* [Exercise brief]: When the word "road" shows up in a line of the records below, copy that line.

[Collected data entries]

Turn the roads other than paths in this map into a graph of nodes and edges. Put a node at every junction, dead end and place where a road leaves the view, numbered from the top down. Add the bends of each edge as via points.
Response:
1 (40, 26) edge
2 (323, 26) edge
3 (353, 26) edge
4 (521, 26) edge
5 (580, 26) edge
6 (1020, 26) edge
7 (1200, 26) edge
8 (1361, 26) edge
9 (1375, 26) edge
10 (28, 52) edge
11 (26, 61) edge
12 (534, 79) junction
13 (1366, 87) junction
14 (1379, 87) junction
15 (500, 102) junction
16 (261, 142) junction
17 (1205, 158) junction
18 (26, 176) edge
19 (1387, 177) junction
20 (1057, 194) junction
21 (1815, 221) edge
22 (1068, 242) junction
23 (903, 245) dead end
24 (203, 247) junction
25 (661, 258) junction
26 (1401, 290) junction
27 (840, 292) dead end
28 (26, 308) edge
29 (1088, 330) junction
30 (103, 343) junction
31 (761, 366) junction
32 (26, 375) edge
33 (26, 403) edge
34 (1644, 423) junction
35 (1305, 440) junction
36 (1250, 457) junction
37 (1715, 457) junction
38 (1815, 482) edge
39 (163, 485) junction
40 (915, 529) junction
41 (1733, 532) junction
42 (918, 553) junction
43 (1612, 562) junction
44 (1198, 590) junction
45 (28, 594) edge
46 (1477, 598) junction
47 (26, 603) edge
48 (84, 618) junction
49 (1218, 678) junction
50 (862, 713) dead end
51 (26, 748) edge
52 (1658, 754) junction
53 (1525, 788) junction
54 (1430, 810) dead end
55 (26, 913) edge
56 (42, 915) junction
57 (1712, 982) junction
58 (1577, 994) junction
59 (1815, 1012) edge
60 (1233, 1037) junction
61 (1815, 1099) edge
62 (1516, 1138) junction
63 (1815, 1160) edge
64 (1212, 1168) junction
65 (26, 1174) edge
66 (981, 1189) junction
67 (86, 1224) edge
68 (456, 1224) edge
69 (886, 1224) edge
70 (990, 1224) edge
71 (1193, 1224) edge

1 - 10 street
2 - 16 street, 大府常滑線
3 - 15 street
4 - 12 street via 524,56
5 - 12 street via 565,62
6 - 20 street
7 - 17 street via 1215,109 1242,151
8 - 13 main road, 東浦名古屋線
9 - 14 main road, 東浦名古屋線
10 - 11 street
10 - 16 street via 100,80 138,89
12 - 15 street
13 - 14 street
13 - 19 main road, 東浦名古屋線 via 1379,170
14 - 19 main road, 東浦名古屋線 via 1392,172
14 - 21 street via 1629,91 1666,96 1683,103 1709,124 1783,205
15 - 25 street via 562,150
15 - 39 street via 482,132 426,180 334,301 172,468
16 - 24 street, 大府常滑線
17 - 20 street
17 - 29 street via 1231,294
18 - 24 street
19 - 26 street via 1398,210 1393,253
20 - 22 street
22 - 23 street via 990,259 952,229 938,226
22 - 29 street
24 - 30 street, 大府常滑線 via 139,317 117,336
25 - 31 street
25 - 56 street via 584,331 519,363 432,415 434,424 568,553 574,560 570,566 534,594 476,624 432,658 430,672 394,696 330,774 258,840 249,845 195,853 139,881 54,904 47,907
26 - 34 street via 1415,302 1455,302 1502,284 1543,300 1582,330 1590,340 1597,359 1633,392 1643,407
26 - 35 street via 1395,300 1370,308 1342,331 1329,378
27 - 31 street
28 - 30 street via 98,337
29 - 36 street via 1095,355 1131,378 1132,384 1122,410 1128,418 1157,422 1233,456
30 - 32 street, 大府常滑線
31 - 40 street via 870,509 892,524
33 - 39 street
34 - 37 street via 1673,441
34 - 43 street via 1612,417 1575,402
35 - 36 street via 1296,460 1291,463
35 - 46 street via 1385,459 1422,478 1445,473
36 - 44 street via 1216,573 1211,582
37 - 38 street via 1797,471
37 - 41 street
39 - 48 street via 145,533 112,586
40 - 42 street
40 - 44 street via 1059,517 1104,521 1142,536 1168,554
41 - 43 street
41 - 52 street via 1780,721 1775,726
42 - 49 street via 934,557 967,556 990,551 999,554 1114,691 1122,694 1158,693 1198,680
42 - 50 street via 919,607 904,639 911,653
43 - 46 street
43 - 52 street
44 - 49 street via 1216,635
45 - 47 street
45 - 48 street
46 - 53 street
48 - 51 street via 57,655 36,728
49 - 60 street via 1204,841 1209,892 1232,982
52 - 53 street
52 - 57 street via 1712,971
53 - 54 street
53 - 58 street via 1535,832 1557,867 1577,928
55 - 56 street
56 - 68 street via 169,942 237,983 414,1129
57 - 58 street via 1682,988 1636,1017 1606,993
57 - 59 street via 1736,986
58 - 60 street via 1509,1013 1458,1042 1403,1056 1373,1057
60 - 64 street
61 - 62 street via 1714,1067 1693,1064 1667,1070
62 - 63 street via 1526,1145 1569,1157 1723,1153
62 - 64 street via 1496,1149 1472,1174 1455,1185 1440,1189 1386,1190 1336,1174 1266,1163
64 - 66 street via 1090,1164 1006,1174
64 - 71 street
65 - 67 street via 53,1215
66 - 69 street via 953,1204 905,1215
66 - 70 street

* [Solution for this task]:
Turn the roads other than paths in this map into a graph of nodes and edges. Put a node at every junction, dead end and place where a road leaves the view, numbered from the top down. Add the bends of each edge as via points.
8 - 13 main road, 東浦名古屋線
9 - 14 main road, 東浦名古屋線
13 - 19 main road, 東浦名古屋線 via 1379,170
14 - 19 main road, 東浦名古屋線 via 1392,172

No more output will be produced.